Description of the task - Below is a set of records; restate each one word for word.

** Provided data follows **

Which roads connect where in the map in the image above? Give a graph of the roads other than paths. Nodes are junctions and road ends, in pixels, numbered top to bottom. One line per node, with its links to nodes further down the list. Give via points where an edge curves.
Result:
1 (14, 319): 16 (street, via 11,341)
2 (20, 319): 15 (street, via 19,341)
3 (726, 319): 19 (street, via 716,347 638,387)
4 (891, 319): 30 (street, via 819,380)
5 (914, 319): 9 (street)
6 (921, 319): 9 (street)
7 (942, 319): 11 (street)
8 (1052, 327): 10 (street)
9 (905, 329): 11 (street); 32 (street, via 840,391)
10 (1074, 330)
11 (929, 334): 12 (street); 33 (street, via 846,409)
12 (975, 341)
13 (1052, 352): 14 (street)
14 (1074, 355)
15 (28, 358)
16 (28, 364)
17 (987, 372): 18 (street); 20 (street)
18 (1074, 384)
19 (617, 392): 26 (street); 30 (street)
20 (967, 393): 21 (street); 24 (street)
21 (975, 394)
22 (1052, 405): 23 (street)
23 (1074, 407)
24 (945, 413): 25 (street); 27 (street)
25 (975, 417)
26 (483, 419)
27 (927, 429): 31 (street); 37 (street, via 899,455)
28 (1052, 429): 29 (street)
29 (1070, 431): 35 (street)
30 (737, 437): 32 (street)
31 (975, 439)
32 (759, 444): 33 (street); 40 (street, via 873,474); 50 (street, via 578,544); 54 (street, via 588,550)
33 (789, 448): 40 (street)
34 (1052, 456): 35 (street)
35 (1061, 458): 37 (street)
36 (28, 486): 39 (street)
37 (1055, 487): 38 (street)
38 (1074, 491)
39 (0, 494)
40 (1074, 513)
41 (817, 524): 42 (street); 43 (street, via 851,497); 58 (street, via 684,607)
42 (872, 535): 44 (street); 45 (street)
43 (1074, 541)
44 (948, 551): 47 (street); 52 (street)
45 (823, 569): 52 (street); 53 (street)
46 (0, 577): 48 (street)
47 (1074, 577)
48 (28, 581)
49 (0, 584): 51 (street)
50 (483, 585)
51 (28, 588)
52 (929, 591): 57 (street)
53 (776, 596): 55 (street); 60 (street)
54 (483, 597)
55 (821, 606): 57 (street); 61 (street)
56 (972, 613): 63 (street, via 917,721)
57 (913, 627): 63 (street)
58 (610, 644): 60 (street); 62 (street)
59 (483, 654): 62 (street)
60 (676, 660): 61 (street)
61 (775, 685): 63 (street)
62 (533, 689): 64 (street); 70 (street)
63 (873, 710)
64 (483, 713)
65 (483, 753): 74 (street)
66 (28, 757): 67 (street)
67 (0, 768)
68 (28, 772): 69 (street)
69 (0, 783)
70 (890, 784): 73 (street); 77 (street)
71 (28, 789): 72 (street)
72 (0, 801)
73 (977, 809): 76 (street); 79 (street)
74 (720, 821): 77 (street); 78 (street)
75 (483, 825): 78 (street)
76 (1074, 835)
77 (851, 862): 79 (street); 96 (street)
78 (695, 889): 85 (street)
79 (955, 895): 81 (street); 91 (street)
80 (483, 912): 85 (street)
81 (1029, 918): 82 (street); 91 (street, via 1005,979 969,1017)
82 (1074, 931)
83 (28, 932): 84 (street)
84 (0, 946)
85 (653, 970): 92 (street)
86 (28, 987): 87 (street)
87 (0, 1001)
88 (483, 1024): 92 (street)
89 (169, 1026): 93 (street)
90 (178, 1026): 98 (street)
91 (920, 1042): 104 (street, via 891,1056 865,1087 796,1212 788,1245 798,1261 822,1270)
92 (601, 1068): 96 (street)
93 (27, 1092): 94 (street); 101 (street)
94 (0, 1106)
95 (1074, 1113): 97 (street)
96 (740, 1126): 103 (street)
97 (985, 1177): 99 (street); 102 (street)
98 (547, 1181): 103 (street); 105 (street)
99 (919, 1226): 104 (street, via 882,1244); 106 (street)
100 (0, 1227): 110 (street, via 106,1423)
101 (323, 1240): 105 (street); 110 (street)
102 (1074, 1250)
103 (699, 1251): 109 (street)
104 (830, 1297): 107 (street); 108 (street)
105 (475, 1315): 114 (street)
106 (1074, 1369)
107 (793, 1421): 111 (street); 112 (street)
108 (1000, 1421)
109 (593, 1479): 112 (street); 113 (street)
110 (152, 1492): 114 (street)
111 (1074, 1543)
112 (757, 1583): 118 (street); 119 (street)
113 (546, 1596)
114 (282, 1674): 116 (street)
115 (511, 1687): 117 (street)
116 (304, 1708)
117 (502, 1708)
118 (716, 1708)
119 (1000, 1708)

** End of Provided data **

Completed exercise -
Which roads connect where in the map in the image above? Give a graph of the roads other than paths. Nodes are junctions and road ends, in pixels, numbered top to bottom. One line per node, with its links to nodes further down the list. Give via points where an edge curves.
Result:
1 (14, 319): 16 (street, via 11,341)
2 (20, 319): 15 (street, via 19,341)
3 (726, 319): 19 (street, via 716,347 638,387)
4 (891, 319): 30 (street, via 819,380)
5 (914, 319): 9 (street)
6 (921, 319): 9 (street)
7 (942, 319): 11 (street)
8 (1052, 327): 10 (street)
9 (905, 329): 11 (street); 32 (street, via 840,391)
10 (1074, 330)
11 (929, 334): 12 (street); 33 (street, via 846,409)
12 (975, 341)
13 (1052, 352): 14 (street)
14 (1074, 355)
15 (28, 358)
16 (28, 364)
17 (987, 372): 18 (street); 20 (street)
18 (1074, 384)
19 (617, 392): 26 (street); 30 (street)
20 (967, 393): 21 (street); 24 (street)
21 (975, 394)
22 (1052, 405): 23 (street)
23 (1074, 407)
24 (945, 413): 25 (street); 27 (street)
25 (975, 417)
26 (483, 419)
27 (927, 429): 31 (street); 37 (street, via 899,455)
28 (1052, 429): 29 (street)
29 (1070, 431): 35 (street)
30 (737, 437): 32 (street)
31 (975, 439)
32 (759, 444): 33 (street); 40 (street, via 873,474); 50 (street, via 578,544); 54 (street, via 588,550)
33 (789, 448): 40 (street)
34 (1052, 456): 35 (street)
35 (1061, 458): 37 (street)
36 (28, 486): 39 (street)
37 (1055, 487): 38 (street)
38 (1074, 491)
39 (0, 494)
40 (1074, 513)
41 (817, 524): 42 (street); 43 (street, via 851,497); 58 (street, via 684,607)
42 (872, 535): 44 (street); 45 (street)
43 (1074, 541)
44 (948, 551): 47 (street); 52 (street)
45 (823, 569): 52 (street); 53 (street)
46 (0, 577): 48 (street)
47 (1074, 577)
48 (28, 581)
49 (0, 584): 51 (street)
50 (483, 585)
51 (28, 588)
52 (929, 591): 57 (street)
53 (776, 596): 55 (street); 60 (street)
54 (483, 597)
55 (821, 606): 57 (street); 61 (street)
56 (972, 613): 63 (street, via 917,721)
57 (913, 627): 63 (street)
58 (610, 644): 60 (street); 62 (street)
59 (483, 654): 62 (street)
60 (676, 660): 61 (street)
61 (775, 685): 63 (street)
62 (533, 689): 64 (street); 70 (street)
63 (873, 710)
64 (483, 713)
65 (483, 753): 74 (street)
66 (28, 757): 67 (street)
67 (0, 768)
68 (28, 772): 69 (street)
69 (0, 783)
70 (890, 784): 73 (street); 77 (street)
71 (28, 789): 72 (street)
72 (0, 801)
73 (977, 809): 76 (street); 79 (street)
74 (720, 821): 77 (street); 78 (street)
75 (483, 825): 78 (street)
76 (1074, 835)
77 (851, 862): 79 (street); 96 (street)
78 (695, 889): 85 (street)
79 (955, 895): 81 (street); 91 (street)
80 (483, 912): 85 (street)
81 (1029, 918): 82 (street); 91 (street, via 1005,979 969,1017)
82 (1074, 931)
83 (28, 932): 84 (street)
84 (0, 946)
85 (653, 970): 92 (street)
86 (28, 987): 87 (street)
87 (0, 1001)
88 (483, 1024): 92 (street)
89 (169, 1026): 93 (street)
90 (178, 1026): 98 (street)
91 (920, 1042): 104 (street, via 891,1056 865,1087 796,1212 788,1245 798,1261 822,1270)
92 (601, 1068): 96 (street)
93 (27, 1092): 94 (street); 101 (street)
94 (0, 1106)
95 (1074, 1113): 97 (street)
96 (740, 1126): 103 (street)
97 (985, 1177): 99 (street); 102 (street)
98 (547, 1181): 103 (street); 105 (street)
99 (919, 1226): 104 (street, via 882,1244); 106 (street)
100 (0, 1227): 110 (street, via 106,1423)
101 (323, 1240): 105 (street); 110 (street)
102 (1074, 1250)
103 (699, 1251): 109 (street)
104 (830, 1297): 107 (street); 108 (street)
105 (475, 1315): 114 (street)
106 (1074, 1369)
107 (793, 1421): 111 (street); 112 (street)
108 (1000, 1421)
109 (593, 1479): 112 (street); 113 (street)
110 (152, 1492): 114 (street)
111 (1074, 1543)
112 (757, 1583): 118 (street); 119 (street)
113 (546, 1596)
114 (282, 1674): 116 (street)
115 (511, 1687): 117 (street)
116 (304, 1708)
117 (502, 1708)
118 (716, 1708)
119 (1000, 1708)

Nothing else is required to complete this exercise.